«É desumano o que se passa na urgência de Leiria»

Médicos do Hospital do Santo André fazem denúncia sem precedentes à Ordem.

Cerca de 40 médicos do Hospital de Santo André, em Leiria, enviaram à Ordem dos Médicos declarações de responsabilidade onde denunciam a falta de condições na urgência, que este inverno já fizeram com que houvesse doentes 12 horas à espera de observação. Carlos Cortes, presidente da Secção Regional do Centro da Ordem, fala de uma denúncia a uma escala «inédita», que estão a acompanhar com preocupação.

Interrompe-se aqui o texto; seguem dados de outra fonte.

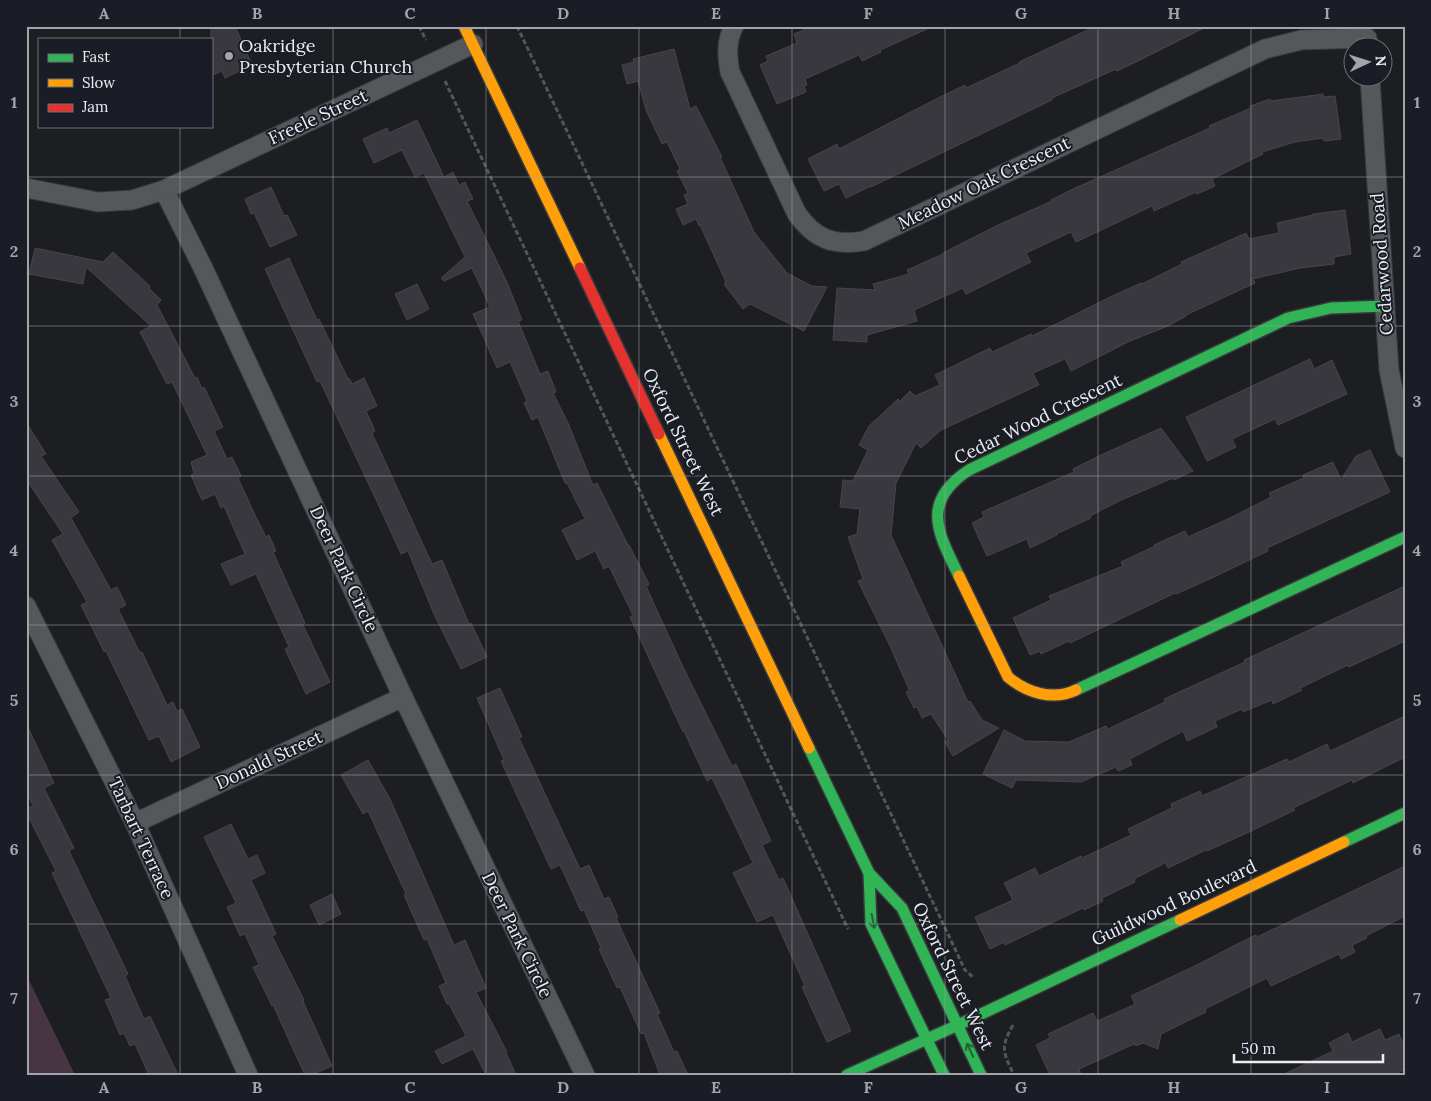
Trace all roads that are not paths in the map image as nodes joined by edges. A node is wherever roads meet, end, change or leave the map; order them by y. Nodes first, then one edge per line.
1 (464, 26) edge
2 (734, 26) edge
3 (1367, 37) edge
4 (473, 44) junction
5 (1371, 88) edge
6 (26, 188) edge
7 (164, 190) junction
8 (1385, 306) junction
9 (1405, 448) edge
10 (1405, 537) edge
11 (26, 606) edge
12 (403, 697) junction
13 (1405, 813) edge
14 (135, 823) junction
15 (869, 872) junction
16 (958, 1024) junction
17 (927, 1039) junction
18 (248, 1075) edge
19 (585, 1075) edge
20 (847, 1075) edge
21 (944, 1075) edge
22 (981, 1075) edge

1 - 4 street, Oxford Street West
2 - 3 street, Meadow Oak Crescent
4 - 7 street, Freele Street
4 - 15 street, Oxford Street West
5 - 8 street, Cedarwood Road
6 - 7 street
7 - 12 street, Deer Park Circle
8 - 9 street, Cedarwood Road
8 - 10 street, Cedar Wood Crescent
11 - 14 street, Tarbart Terrace
12 - 14 street, Donald Street
12 - 19 street, Deer Park Circle
13 - 16 street, Guildwood Boulevard
14 - 18 street, Tarbart Terrace
15 - 16 street, Oxford Street West
15 -> 17 street, Oxford Street West
16 - 17 street, Guildwood Boulevard
22 -> 16 street, Oxford Street West
17 - 20 street, Guildwood Boulevard
17 - 21 street, Oxford Street West

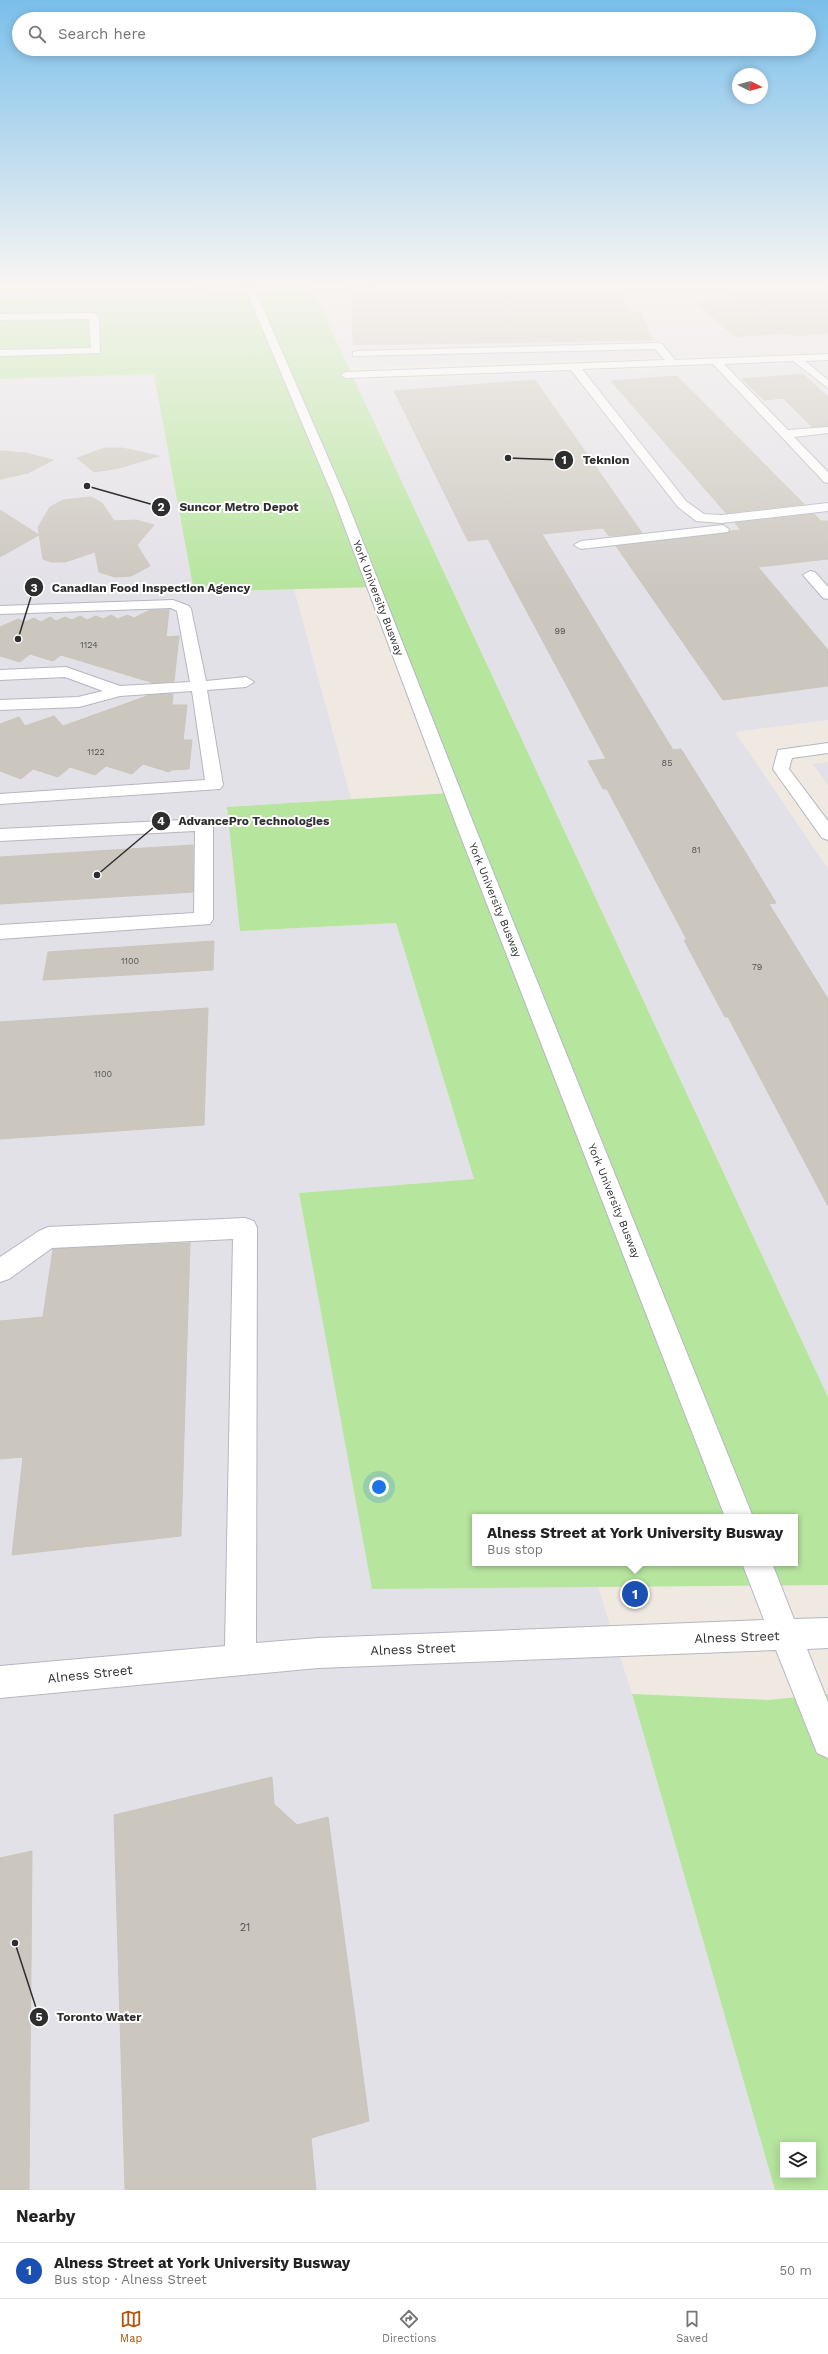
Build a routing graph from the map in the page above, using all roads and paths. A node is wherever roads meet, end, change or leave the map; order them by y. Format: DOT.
graph roads {
  1 [pos="292,387"];
  2 [pos="591,387"];
  3 [pos="740,387"];
  4 [pos="828,430"];
  5 [pos="798,432"];
  6 [pos="785,434"];
  7 [pos="828,441"];
  8 [pos="828,479"];
  9 [pos="828,507"];
  10 [pos="828,518"];
  11 [pos="581,545"];
  12 [pos="810,575"];
  13 [pos="828,595"];
  14 [pos="0,610"];
  15 [pos="0,675"];
  16 [pos="246,682"];
  17 [pos="198,686"];
  18 [pos="119,691"];
  19 [pos="0,705"];
  20 [pos="828,748"];
  21 [pos="0,799"];
  22 [pos="828,834"];
  23 [pos="0,835"];
  24 [pos="0,932"];
  25 [pos="0,1271"];
  26 [pos="738,1514"];
  27 [pos="758,1566"];
  28 [pos="828,1633"];
  29 [pos="786,1635"];
  30 [pos="240,1659"];
  31 [pos="0,1682"];
  32 [pos="828,1742"];
  1 -- 26 [label="street, York University Busway"];
  2 -- 9 [label="street"];
  3 -- 6 [label="street"];
  4 -- 5 [label="street"];
  5 -- 6 [label="street"];
  5 -- 7 [label="street"];
  6 -- 8 [label="street"];
  10 -- 11 [label="street"];
  12 -- 13 [label="street"];
  14 -- 17 [label="street"];
  15 -- 18 [label="street"];
  16 -- 17 [label="street"];
  17 -- 18 [label="street"];
  17 -- 21 [label="street"];
  18 -- 19 [label="street"];
  20 -- 22 [label="street"];
  23 -- 24 [label="street"];
  25 -- 30 [label="street"];
  27 -- 29 [label="street"];
  28 -- 29 [label="street, Alness Street"];
  29 -- 30 [label="street, Alness Street"];
  29 -- 32 [label="street"];
  30 -- 31 [label="street, Alness Street"];
}
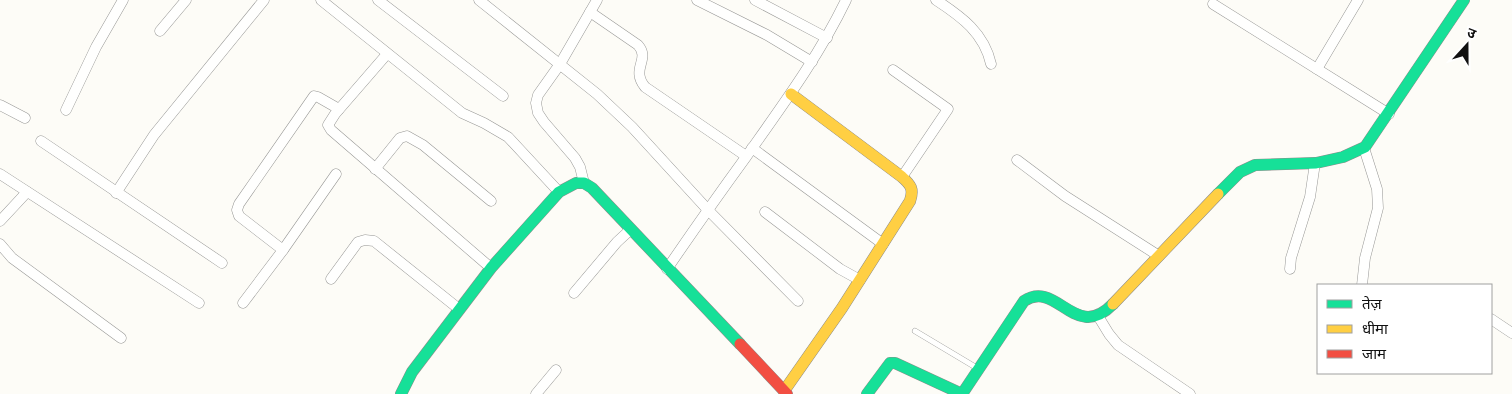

«Chegaram-nos relatos de turnos em que havia dois médicos para 92 doentes. Não estamos a falar de doentes com amigdalites ou pequenas urgências», diz ao SOL Carlos Cortes. «Quando temos doentes que só são observados ao fim de 12 horas, ninguém de boa fé pode dizer que as pessoas estão a receber cuidados de qualidade e em segurança. Estamos a falar de doentes que se não estiverem controlados correm risco de vida. É desumano o que se está a passar, para  doentes e profissionais.»

Cortes reconhece que os problemas nesta unidade não são de agora, mas vê no volume de denúncias um sinal de alarme. Na próxima segunda-feira vão entregar as declarações à tutela, a quem atribuem parte da responsabilidade. Isto porque em 2016 o Governo autorizou que o centro hospitalar passasse a receber a população do concelho de Ourém, que até então era encaminhada para Torres Novas, o que implicava uma deslocação de mais 40 km. O problema é que o acréscimo de 45 mil utentes na área de influência do hospital não foi acompanhado de um reforço de recursos humanos, diz Carlos Cortes. «A tutela geriu mal o processo e a administração tem deixado arrastar a situação», acusa. «De todas as urgências que conheço, esta é pior e ninguém em consciência pode permitir que esta situação se mantenha. Este período da gripe fez despoletar as queixas mas isto não é um problema de janeiro.»

 

Hospital diz que problema são as falsas urgências

Questionado pelo SOL, o centro hospitalar reconheceu dificuldades acrescidas nos últimos dias, mas traça um cenário diferente, indicando que a sobrecarga nas urgências tem estado a demorar, acima de tudo, a resposta a doentes não urgentes, que representam 40% dos atendimentos. «Esta foi uma situação, atípica e não previsível, que teve origem num grande afluxo de doentes num curto espaço de tempo, sobretudo não urgentes, que poderiam ser atendidos noutro nível de cuidados», diz o hospital, garantindo que há um reforço das equipas no âmbito do plano de contingência, o que permitiu uma «rápida estabilização da situação».

O SOL tentou perceber se há pedidos de contratação pendentes e quantos. Na resposta, a unidade não dá dados concretos mas refere conhecer as dificuldades por que passam os profissionais. E atira a bola para o Ministério: «O conselho de administração (…) tem tentado agilizar junto da tutela para que seja possível dotar este centro hospitalar dos meios humanos de que necessita para responder adequadamente aos 400.000 utentes da sua área de influência». O SOL tentou  ter uma reação do gabinete de Marta Temido, sem sucesso.

Ontem, no portal de tempos de espera do Ministério da Saúde, os indicadores do Hospital de Santo André mostravam um tempo de espera elevado para doentes urgentes (40 minutos quando está previsto o atendimento em dez), mas de resto a situação estava dentro do normal. Carlos Cortes admite que os doentes possam até ser chamados uma primeira vez dentro dos tempos previstos, mas explica que muitas vezes o problema está no tempo entre a primeira observação e o pedido de exames e uma segunda observação para diagnóstico e tratamento – tempo que não é controlado. O médico alerta ainda para uma consequência «perniciosa» que este portal tem estado a ter em alguns hospitais. «As pessoas adaptam-se sempre aos sistemas. A certa altura o que importa é chamar rápido os doentes mesmo que não haja capacidade de dar resposta, para ter melhores indicadores».